Recently Medicity has tried to patent the concept of a HISP. Please join me in submitting prior art to prevent this undermining of everything that the Direct Project stands for.
Here is a specific page that I had some trouble with and the right answers for it…
The Patent number in question is 61/443,549
The confirmation number is: 9529
The first names inventor is: Alok Mathur , Alpharetta, GA (US)
The date of file is: 02-16-2011
The strange string they are going to ask you in the middle appears to be: 201161443549
Read Groklaw carefully because the form is massively unnecessarily complex. (Because that is how the government rolls)..
The following prior art exists for their claims:
* Conversion of encrypted payload content, perhaps CCDs, into HL7 2.3 transactions sent to an EMR over TCP/IP ports
Of course, converting to HL7 v2 is not actually a good idea in 99% of the cases, but it was always part of the original vision of the Direct Project
http://wiki.directproject.org/page/diff/Direct+Project+FAQ/122979323
Just search this page for HL7 to find Arien discussing the need for HL7 2.x interoperability
or you can read about how we dithered over 2.x versions of HL7
http://wiki.directproject.org/share/view/21291669
I will no dignify the fact that they note that this happens over TCP/IP with a comment. Really, you are going to use the networks protocol for that?
Are you sure you do not want to use UDP? Or perhaps IPX? Wow. Innovation. <- (sarcasm, see note for USPTO employees below)
* Conversion of encrypted payload content, perhaps HL7 v3, into rendered PDF formatted reports that are automatically printed to a local printer device per the provider’s workflow preferences.
* Construct of a standard Direct compliant outbound S/MIME transaction with CCD attachments by converting native PDF or HL7 v2.x formats and contents.
This of course makes direct look like a fax machine. Which is a -huge- step backwards. But generally, converting between different healthcare interop standards has been done for quite some time.
A main goal of the HISP is to convert between various formats. We spent months talking about the particularly difficult conversions, i.e. Direct to IHE
http://wiki.directproject.org/Threat+Model+-+Direct+to+and+from+XDR
As far as I know the central advantage of a PDF is that you can print with it.
Here is Keith Boone discussing the issue on his blog
http://wiki.directproject.org/Session+Notes+6
This is 2 months too late but shows that we including printers as possible devices to send direct messages to.

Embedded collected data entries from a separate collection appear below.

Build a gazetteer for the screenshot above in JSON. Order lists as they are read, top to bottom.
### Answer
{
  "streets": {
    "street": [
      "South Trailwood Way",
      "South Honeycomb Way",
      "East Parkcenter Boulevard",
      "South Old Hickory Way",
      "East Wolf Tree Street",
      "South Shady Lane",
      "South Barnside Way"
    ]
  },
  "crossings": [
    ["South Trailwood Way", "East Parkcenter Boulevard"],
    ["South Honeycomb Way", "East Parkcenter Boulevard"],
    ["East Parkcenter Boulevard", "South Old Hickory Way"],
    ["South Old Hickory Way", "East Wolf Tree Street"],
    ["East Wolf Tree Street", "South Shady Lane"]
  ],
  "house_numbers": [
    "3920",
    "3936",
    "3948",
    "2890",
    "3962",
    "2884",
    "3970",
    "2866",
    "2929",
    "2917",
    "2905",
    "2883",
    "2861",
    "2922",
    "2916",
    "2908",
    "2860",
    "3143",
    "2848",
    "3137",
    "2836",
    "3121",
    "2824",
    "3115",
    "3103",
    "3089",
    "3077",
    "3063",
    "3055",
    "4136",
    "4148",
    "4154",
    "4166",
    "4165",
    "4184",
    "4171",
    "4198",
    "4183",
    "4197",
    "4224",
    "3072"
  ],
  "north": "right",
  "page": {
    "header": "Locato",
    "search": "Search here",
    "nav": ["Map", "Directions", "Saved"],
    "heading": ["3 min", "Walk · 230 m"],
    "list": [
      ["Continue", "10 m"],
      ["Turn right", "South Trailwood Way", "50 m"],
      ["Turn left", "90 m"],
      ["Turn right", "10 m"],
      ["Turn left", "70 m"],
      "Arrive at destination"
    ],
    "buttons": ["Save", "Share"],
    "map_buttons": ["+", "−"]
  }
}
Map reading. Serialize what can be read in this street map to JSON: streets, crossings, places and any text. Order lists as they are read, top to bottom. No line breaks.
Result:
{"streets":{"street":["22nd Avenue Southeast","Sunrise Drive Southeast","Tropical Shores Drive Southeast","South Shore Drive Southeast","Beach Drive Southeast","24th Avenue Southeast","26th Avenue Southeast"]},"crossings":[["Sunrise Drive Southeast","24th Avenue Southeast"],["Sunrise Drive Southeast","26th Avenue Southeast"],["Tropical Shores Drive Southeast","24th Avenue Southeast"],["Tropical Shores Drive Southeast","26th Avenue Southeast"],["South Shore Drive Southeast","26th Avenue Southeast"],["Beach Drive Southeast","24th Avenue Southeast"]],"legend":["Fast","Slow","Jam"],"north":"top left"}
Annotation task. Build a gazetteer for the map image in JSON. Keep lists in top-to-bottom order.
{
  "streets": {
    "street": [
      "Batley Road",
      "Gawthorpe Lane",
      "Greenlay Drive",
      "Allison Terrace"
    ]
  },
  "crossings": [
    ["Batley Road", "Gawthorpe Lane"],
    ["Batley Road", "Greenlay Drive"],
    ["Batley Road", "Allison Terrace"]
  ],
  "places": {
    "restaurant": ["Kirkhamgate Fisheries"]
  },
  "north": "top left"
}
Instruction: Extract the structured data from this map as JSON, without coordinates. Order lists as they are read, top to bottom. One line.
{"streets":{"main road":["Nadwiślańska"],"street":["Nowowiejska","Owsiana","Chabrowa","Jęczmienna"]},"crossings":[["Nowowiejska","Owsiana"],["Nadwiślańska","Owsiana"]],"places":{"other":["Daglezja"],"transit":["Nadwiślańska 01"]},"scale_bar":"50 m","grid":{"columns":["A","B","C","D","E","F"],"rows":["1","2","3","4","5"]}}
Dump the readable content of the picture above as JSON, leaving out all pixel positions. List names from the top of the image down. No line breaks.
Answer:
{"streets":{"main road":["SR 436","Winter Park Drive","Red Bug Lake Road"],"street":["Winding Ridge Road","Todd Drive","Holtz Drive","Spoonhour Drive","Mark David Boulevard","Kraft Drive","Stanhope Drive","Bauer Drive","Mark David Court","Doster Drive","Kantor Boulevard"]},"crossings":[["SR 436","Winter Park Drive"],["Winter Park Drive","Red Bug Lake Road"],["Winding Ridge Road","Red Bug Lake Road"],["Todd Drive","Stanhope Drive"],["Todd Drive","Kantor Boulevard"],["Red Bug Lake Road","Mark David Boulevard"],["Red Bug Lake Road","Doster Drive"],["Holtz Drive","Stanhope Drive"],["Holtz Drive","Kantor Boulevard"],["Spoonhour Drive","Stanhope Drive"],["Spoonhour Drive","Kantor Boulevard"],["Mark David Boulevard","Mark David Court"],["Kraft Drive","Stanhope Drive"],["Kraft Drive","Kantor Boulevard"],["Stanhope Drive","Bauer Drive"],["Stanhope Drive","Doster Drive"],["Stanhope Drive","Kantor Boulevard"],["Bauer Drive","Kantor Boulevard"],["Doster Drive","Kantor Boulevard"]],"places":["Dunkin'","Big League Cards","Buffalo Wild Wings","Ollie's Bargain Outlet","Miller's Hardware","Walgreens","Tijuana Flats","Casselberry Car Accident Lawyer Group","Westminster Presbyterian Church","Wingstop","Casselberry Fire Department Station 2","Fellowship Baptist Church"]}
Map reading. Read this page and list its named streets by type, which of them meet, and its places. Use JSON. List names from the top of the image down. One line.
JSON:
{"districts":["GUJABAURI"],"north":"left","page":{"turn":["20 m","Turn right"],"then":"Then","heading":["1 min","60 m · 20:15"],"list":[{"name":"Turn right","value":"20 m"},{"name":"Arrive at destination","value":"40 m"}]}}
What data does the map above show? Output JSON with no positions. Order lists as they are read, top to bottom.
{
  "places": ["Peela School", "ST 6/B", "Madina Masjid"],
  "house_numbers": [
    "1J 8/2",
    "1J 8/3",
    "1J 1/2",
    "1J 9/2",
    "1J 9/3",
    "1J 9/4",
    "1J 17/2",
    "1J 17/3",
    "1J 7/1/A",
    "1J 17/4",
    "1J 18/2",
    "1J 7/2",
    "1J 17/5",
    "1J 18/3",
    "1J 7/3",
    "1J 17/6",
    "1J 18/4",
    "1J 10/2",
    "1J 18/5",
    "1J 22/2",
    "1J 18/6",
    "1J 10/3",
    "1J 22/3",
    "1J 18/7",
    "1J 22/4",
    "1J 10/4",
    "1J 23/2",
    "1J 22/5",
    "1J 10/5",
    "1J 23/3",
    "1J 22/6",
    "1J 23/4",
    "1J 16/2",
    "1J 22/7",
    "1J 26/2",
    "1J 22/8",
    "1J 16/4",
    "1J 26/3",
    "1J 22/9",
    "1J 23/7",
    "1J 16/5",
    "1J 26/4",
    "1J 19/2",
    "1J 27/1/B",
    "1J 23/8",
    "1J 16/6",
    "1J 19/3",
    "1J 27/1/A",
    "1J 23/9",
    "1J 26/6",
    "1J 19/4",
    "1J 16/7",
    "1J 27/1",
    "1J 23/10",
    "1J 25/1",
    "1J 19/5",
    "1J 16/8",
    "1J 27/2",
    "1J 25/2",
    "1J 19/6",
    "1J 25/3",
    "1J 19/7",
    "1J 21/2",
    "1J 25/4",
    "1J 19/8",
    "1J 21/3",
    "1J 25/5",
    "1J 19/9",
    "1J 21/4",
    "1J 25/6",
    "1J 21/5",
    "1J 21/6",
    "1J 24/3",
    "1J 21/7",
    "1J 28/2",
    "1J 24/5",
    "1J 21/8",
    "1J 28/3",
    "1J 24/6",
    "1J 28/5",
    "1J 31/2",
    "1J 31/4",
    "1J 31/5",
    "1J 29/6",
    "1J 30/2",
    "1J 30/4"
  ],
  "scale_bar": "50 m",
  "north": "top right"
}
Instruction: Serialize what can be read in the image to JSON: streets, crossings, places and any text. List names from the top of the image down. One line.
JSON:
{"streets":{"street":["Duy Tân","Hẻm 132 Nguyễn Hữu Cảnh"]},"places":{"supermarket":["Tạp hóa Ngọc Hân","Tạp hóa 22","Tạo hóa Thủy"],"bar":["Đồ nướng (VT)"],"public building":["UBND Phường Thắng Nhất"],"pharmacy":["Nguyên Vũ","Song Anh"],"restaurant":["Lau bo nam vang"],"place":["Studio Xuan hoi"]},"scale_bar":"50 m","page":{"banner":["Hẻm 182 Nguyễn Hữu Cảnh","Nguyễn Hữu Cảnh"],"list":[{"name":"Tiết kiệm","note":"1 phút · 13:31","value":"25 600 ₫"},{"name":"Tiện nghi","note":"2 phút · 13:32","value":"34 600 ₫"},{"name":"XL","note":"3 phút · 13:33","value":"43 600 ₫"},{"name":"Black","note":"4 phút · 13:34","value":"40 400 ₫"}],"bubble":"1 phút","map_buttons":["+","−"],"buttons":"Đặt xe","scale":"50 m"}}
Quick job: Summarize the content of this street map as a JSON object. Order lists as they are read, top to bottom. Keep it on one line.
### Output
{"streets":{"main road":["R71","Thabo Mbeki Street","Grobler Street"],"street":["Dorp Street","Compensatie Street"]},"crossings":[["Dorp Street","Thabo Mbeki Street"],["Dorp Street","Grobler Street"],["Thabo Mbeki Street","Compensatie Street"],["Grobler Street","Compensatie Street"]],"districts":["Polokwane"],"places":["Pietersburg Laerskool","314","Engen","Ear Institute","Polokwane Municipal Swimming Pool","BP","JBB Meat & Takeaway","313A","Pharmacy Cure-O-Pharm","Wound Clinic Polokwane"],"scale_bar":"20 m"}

The second set of claims is particularly annoying to me because I got involved in Direct specifically because it was not possible to do coordination of care without an underlying point to point messaging infrastructure.
-
Sharing of virtual care team records across disparate networks
-
Dynamic updates to disparate patient reocrds using encrypted serialized patient objects across disparate networks
-
Sharing of application context within applications across disparate networks
-
Sharing of user context within applications across disparate networks
-
Establishing long-term patient and provider object-level communication across disparate networks.
Its late, so my patience for this is wearing thin. Email handles “sharing PHI across disparate networks”. The whole fucking point of direct is that is -just- email.
So everywhere that Medicity is saying “share (PHI Type here) across disparate networks” they are full of shit. This is the problem that Direct itself solves.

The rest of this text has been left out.